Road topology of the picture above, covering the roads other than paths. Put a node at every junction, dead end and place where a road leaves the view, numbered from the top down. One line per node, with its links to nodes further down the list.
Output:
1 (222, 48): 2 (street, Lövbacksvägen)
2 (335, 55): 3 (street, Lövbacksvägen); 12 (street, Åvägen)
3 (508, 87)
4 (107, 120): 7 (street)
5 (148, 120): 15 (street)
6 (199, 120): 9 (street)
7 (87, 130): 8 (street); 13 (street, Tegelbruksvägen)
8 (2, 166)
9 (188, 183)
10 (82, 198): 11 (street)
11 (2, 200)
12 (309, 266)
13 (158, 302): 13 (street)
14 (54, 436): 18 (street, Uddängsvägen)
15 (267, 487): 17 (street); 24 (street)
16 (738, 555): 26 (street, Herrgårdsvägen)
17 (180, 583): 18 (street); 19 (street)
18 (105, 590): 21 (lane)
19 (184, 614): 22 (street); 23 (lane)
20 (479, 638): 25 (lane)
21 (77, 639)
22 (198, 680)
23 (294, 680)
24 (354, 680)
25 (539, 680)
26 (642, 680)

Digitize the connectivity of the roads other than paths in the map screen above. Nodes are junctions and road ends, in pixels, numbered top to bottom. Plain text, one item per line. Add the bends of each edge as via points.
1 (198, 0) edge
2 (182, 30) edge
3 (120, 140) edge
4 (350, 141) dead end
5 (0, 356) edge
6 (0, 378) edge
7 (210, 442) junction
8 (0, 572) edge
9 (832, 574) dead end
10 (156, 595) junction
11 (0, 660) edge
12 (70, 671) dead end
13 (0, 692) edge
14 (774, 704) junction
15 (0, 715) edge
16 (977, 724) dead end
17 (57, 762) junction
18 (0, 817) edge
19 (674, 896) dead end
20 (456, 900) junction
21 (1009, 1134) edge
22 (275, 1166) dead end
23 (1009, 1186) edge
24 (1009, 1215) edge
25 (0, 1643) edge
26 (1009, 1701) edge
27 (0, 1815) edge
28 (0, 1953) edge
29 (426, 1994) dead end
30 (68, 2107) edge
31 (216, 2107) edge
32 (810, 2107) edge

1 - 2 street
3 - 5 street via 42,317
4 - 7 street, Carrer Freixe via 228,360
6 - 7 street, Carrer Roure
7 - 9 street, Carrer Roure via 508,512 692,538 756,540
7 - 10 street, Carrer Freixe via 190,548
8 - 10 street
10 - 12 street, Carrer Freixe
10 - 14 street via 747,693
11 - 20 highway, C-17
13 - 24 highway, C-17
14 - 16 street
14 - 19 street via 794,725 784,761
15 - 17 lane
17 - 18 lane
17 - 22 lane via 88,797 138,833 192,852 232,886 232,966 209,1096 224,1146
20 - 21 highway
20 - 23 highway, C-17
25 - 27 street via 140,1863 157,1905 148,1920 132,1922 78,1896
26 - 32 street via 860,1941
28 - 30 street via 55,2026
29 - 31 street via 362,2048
⁂
Exercise =>
Say every entry again, exactly as it reads.

Solution for this problem =>
Road topology of the picture above, covering the roads other than paths. Put a node at every junction, dead end and place where a road leaves the view, numbered from the top down. One line per node, with its links to nodes further down the list.
Output:
1 (222, 48): 2 (street, Lövbacksvägen)
2 (335, 55): 3 (street, Lövbacksvägen); 12 (street, Åvägen)
3 (508, 87)
4 (107, 120): 7 (street)
5 (148, 120): 15 (street)
6 (199, 120): 9 (street)
7 (87, 130): 8 (street); 13 (street, Tegelbruksvägen)
8 (2, 166)
9 (188, 183)
10 (82, 198): 11 (street)
11 (2, 200)
12 (309, 266)
13 (158, 302): 13 (street)
14 (54, 436): 18 (street, Uddängsvägen)
15 (267, 487): 17 (street); 24 (street)
16 (738, 555): 26 (street, Herrgårdsvägen)
17 (180, 583): 18 (street); 19 (street)
18 (105, 590): 21 (lane)
19 (184, 614): 22 (street); 23 (lane)
20 (479, 638): 25 (lane)
21 (77, 639)
22 (198, 680)
23 (294, 680)
24 (354, 680)
25 (539, 680)
26 (642, 680)

Digitize the connectivity of the roads other than paths in the map screen above. Nodes are junctions and road ends, in pixels, numbered top to bottom. Plain text, one item per line. Add the bends of each edge as via points.
1 (198, 0) edge
2 (182, 30) edge
3 (120, 140) edge
4 (350, 141) dead end
5 (0, 356) edge
6 (0, 378) edge
7 (210, 442) junction
8 (0, 572) edge
9 (832, 574) dead end
10 (156, 595) junction
11 (0, 660) edge
12 (70, 671) dead end
13 (0, 692) edge
14 (774, 704) junction
15 (0, 715) edge
16 (977, 724) dead end
17 (57, 762) junction
18 (0, 817) edge
19 (674, 896) dead end
20 (456, 900) junction
21 (1009, 1134) edge
22 (275, 1166) dead end
23 (1009, 1186) edge
24 (1009, 1215) edge
25 (0, 1643) edge
26 (1009, 1701) edge
27 (0, 1815) edge
28 (0, 1953) edge
29 (426, 1994) dead end
30 (68, 2107) edge
31 (216, 2107) edge
32 (810, 2107) edge

1 - 2 street
3 - 5 street via 42,317
4 - 7 street, Carrer Freixe via 228,360
6 - 7 street, Carrer Roure
7 - 9 street, Carrer Roure via 508,512 692,538 756,540
7 - 10 street, Carrer Freixe via 190,548
8 - 10 street
10 - 12 street, Carrer Freixe
10 - 14 street via 747,693
11 - 20 highway, C-17
13 - 24 highway, C-17
14 - 16 street
14 - 19 street via 794,725 784,761
15 - 17 lane
17 - 18 lane
17 - 22 lane via 88,797 138,833 192,852 232,886 232,966 209,1096 224,1146
20 - 21 highway
20 - 23 highway, C-17
25 - 27 street via 140,1863 157,1905 148,1920 132,1922 78,1896
26 - 32 street via 860,1941
28 - 30 street via 55,2026
29 - 31 street via 362,2048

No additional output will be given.